Dal 2000 la rete di solidarietà si è progressivamente ampliata, sempre più turisti  hanno scelto di unire i loro viaggi alle spedizioni umanitarie, gli ambiti di azione sono diventati di più, i progetti si sono fatti numerosi e più complessi.
"Nel 2001 durante un viaggio in Mali - prosegue il fondatore di BnD -  abbiamo conosciuto Aisha, una profuga congolese che viveva a Saya e che ci ha chiesto di aiutarla a costruire una scuola per i bambini del villaggio. Quella scuola, la prima targata BnD, funziona tuttora e accoglie oltre 22 alunni". L'impegno di BnD in fatto di istruzione non si limita però alla costruzione degli edifici, ma punta anche a formare gli insegnanti locali, accrescerne le competenze e consolidarne la motivazione o - come accade per la scuola intitolata a Tiziano Terzani a Bassi e Zanga in Burkina Faso - a fare della scuola un contesto per l'incontro e l'integrazione tra etnie differenti. "La scuola di Bassi e Zanga, oltre a sfornare gli alunni più istriuiti delle zone rurali del paese,   riunisce 220 bambini di etnia Mossi e Peul, i primi agricoltori stanziali e gli altri allevatori nomadi, due gruppi da sempre in conflitto tra loro... Non erano in molti - confessa Iotti - a confidare nella buona riuscita del nostro tentativo".

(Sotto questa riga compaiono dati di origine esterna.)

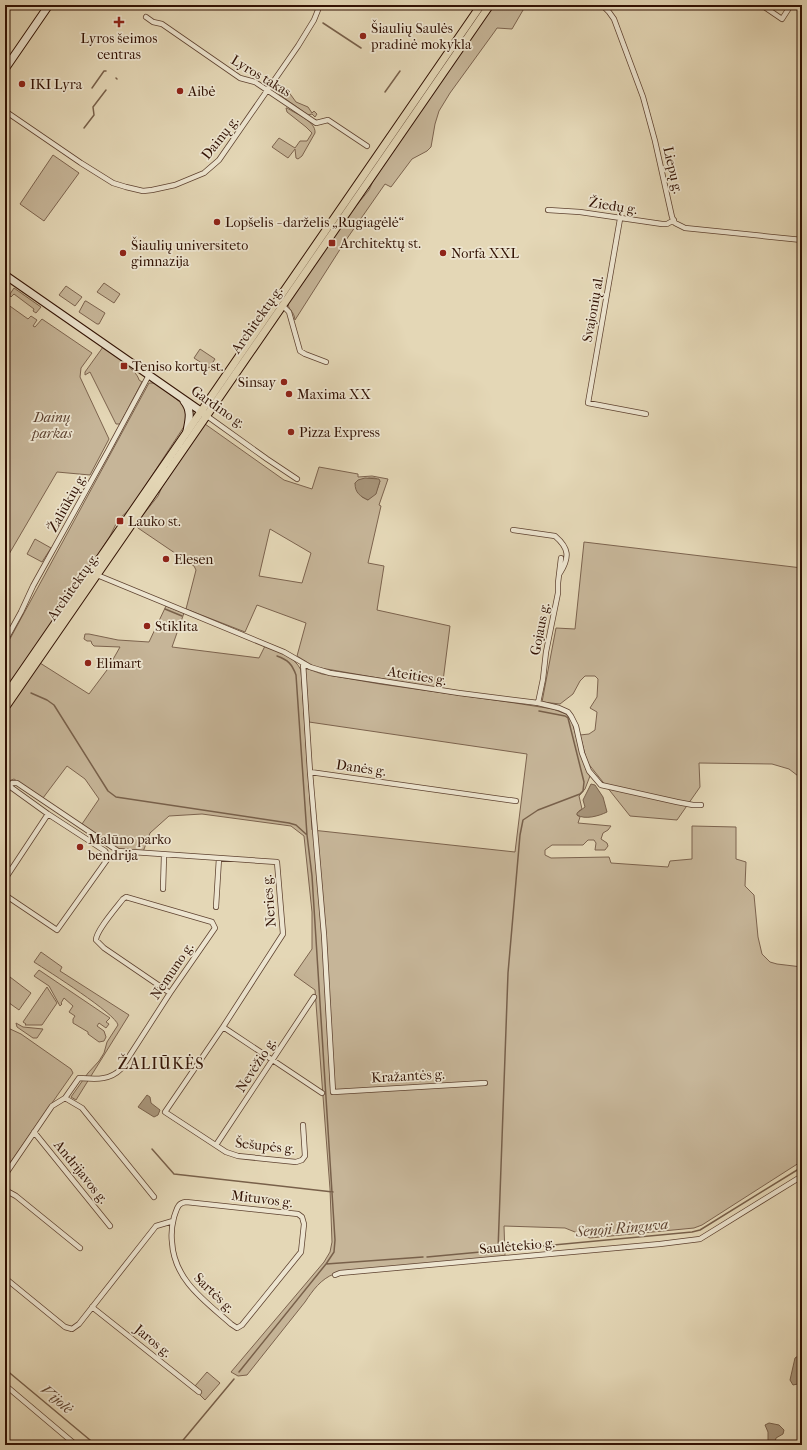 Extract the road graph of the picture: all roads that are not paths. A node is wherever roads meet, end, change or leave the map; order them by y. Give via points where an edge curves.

Nel tempo si sono moltiplicati anche i progetti di microcredito, la maggior parte dei quali si rivolge a gruppi di donne che ricamano  coperte e tappeti e producono saponi e altri prodotti di bellezza. "Scegliamo di sostenere la piccola imprenditoria femminile col microcredito e la formazione  perchè sono proprio le donne africane il motore di un cambiamento possibile e perchè delle donne ci si può fidare - afferma il numero uno di BnD. "Sarebbe utopistico sperare in un'emancipazione femminile  a breve termine in un contesto come questo, ma è pur vero che così diamo loro un po' di autonomia in più. Col guadagno dalla vendita dei prodotti si acquista  il materiale didattico per i bambini, i medicinali o una zanzariera per evitare di perdere altri figli a causa della malaria".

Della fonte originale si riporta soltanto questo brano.